Stored data entries:
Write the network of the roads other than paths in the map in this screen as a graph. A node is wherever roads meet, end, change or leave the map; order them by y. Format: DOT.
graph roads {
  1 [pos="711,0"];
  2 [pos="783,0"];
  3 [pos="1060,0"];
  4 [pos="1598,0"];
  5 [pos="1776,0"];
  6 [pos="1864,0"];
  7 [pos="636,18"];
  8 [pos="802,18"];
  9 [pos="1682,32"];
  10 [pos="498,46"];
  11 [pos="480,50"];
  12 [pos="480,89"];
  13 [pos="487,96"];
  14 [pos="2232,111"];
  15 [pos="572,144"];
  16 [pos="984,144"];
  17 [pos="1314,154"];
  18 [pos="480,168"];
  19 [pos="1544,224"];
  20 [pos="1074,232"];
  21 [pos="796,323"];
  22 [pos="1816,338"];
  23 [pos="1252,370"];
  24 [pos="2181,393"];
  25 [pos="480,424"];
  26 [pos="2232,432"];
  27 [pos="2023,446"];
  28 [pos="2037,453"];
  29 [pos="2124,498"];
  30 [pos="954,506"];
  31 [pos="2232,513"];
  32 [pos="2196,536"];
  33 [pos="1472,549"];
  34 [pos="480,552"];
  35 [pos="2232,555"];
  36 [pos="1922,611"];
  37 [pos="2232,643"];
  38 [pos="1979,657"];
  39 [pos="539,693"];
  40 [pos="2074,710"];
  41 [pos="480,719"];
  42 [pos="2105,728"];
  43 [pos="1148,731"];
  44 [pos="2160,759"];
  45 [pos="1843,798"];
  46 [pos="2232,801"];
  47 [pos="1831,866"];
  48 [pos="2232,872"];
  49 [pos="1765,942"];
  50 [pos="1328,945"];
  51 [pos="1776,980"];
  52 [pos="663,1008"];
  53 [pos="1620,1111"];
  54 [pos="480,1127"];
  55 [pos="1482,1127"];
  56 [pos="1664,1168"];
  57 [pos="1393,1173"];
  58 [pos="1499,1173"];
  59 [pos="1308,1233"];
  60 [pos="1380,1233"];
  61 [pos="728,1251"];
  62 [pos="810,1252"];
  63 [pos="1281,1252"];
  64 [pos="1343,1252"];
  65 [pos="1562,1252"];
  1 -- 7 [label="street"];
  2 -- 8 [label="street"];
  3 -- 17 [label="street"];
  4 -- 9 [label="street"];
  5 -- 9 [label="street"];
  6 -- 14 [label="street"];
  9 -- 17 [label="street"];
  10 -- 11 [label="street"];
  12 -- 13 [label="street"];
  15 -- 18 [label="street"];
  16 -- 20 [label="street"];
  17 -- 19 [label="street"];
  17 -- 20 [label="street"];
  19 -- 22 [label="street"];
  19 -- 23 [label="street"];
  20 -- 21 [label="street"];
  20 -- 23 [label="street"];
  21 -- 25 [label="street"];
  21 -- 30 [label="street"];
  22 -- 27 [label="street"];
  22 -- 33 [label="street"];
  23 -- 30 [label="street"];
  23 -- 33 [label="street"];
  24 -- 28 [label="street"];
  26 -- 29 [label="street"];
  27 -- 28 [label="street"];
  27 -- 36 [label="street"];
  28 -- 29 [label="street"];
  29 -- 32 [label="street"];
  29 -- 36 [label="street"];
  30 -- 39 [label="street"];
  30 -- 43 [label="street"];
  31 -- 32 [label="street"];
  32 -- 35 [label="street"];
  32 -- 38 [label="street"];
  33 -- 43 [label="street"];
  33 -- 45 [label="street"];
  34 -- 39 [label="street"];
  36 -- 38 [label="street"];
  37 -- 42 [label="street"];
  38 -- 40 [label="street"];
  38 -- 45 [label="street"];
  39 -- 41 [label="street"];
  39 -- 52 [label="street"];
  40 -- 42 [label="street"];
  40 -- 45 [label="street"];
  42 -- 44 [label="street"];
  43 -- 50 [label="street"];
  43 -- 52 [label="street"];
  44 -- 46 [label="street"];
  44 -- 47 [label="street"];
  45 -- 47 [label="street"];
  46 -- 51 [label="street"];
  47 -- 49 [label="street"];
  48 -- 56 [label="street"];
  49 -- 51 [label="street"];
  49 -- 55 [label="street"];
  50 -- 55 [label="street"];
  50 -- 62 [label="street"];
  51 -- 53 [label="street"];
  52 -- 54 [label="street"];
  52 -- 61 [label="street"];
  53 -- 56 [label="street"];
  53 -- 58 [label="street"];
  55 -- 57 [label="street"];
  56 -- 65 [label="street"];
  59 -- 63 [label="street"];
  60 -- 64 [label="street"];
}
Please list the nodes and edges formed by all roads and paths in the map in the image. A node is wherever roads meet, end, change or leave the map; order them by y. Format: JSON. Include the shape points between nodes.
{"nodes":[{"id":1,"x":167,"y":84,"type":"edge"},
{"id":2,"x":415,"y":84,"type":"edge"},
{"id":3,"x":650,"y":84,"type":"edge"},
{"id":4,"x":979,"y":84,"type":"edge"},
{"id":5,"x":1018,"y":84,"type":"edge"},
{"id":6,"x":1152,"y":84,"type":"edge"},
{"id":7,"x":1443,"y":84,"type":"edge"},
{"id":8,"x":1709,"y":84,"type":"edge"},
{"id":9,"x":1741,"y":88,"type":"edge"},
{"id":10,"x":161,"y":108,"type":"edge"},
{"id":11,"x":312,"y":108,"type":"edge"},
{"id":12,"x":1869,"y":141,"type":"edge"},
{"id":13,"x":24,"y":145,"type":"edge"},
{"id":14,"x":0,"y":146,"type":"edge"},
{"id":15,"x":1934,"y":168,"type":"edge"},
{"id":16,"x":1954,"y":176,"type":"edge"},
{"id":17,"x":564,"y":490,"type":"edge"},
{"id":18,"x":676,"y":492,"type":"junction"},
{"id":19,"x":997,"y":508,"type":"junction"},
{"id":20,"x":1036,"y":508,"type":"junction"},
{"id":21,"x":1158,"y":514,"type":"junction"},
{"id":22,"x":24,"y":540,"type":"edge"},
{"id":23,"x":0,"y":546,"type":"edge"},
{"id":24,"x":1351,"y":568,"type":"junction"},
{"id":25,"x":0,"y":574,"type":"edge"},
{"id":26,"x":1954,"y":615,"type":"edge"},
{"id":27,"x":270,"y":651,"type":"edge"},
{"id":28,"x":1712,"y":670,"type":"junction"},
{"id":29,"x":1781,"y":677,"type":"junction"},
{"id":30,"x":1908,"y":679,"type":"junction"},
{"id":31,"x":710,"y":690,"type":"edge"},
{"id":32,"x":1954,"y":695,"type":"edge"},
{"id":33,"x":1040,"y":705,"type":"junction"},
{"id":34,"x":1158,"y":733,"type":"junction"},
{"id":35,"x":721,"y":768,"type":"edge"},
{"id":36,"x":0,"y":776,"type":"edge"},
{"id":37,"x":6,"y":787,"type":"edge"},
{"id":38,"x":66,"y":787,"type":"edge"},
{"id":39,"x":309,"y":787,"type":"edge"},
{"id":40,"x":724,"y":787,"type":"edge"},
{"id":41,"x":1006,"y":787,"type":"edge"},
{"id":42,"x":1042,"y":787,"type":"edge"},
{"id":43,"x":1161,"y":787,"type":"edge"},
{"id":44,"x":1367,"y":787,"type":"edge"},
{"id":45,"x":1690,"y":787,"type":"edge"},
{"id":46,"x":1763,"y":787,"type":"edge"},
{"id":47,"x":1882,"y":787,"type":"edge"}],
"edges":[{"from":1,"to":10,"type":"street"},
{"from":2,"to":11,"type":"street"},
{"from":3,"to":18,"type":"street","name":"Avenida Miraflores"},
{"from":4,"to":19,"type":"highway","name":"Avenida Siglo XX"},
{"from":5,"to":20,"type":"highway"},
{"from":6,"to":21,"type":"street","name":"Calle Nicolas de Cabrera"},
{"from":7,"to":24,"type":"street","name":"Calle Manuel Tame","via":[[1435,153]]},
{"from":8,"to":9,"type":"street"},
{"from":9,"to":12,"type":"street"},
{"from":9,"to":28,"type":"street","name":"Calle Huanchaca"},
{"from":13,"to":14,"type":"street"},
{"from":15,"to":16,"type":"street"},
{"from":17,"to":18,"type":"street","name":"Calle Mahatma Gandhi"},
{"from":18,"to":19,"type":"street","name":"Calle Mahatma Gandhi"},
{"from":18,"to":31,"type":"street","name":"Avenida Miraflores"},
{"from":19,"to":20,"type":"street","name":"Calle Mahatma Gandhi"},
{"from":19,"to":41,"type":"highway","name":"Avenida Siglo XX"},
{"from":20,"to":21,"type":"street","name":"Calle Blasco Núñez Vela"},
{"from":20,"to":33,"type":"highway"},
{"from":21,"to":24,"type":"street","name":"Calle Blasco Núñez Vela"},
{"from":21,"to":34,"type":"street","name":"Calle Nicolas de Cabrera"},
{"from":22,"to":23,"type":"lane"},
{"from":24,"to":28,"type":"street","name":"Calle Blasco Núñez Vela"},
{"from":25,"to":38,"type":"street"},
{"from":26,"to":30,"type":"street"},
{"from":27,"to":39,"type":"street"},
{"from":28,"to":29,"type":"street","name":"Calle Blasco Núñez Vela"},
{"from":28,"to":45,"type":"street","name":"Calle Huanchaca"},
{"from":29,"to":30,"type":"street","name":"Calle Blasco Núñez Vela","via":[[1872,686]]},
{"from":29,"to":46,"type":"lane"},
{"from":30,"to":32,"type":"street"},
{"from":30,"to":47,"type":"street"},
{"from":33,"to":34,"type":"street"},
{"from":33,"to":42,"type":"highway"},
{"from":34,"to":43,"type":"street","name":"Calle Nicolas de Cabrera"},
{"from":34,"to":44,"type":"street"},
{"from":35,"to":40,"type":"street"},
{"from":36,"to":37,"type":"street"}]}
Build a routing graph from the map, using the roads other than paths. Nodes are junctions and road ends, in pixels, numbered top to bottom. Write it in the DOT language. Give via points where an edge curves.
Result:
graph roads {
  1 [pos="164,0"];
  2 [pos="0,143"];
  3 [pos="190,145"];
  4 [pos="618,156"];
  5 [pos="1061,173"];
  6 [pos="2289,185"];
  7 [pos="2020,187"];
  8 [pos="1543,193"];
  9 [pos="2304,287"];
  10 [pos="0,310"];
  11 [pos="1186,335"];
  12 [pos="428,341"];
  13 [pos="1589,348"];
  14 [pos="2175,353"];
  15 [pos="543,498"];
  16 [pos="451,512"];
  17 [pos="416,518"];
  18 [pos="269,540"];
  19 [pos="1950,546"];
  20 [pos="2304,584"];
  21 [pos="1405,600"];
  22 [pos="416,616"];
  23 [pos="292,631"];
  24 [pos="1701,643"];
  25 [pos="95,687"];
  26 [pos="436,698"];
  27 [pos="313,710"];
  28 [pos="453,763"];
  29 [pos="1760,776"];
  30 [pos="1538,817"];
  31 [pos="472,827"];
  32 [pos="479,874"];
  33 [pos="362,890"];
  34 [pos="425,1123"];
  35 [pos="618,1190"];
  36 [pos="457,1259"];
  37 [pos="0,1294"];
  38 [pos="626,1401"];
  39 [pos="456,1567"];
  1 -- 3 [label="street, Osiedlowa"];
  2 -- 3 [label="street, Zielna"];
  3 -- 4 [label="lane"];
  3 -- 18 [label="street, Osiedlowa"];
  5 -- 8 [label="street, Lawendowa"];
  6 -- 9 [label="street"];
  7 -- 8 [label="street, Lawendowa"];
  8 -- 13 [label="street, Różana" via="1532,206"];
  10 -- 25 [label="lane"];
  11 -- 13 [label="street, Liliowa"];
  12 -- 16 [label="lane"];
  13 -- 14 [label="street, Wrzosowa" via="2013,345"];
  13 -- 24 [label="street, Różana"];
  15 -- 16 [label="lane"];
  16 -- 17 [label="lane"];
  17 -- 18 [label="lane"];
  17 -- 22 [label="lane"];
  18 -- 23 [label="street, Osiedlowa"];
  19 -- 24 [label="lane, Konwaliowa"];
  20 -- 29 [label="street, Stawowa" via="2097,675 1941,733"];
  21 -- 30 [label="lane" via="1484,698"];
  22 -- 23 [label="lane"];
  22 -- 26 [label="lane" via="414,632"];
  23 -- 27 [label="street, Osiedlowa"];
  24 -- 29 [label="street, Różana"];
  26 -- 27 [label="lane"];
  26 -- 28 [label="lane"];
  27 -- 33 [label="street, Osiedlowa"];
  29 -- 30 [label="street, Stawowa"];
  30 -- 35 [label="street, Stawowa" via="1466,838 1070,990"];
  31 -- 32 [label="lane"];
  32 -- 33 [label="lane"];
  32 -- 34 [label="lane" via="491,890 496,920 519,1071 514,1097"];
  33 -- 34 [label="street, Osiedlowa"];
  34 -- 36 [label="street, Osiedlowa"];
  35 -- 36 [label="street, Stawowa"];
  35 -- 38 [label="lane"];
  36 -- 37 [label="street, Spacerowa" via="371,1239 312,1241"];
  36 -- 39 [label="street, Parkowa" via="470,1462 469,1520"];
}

• [Exercise prompt]:
Wherever the word "Huanchaca" appears in a line of the data, copy that line.

• [Solved exercise]:
{"from":9,"to":28,"type":"street","name":"Calle Huanchaca"},
{"from":28,"to":45,"type":"street","name":"Calle Huanchaca"},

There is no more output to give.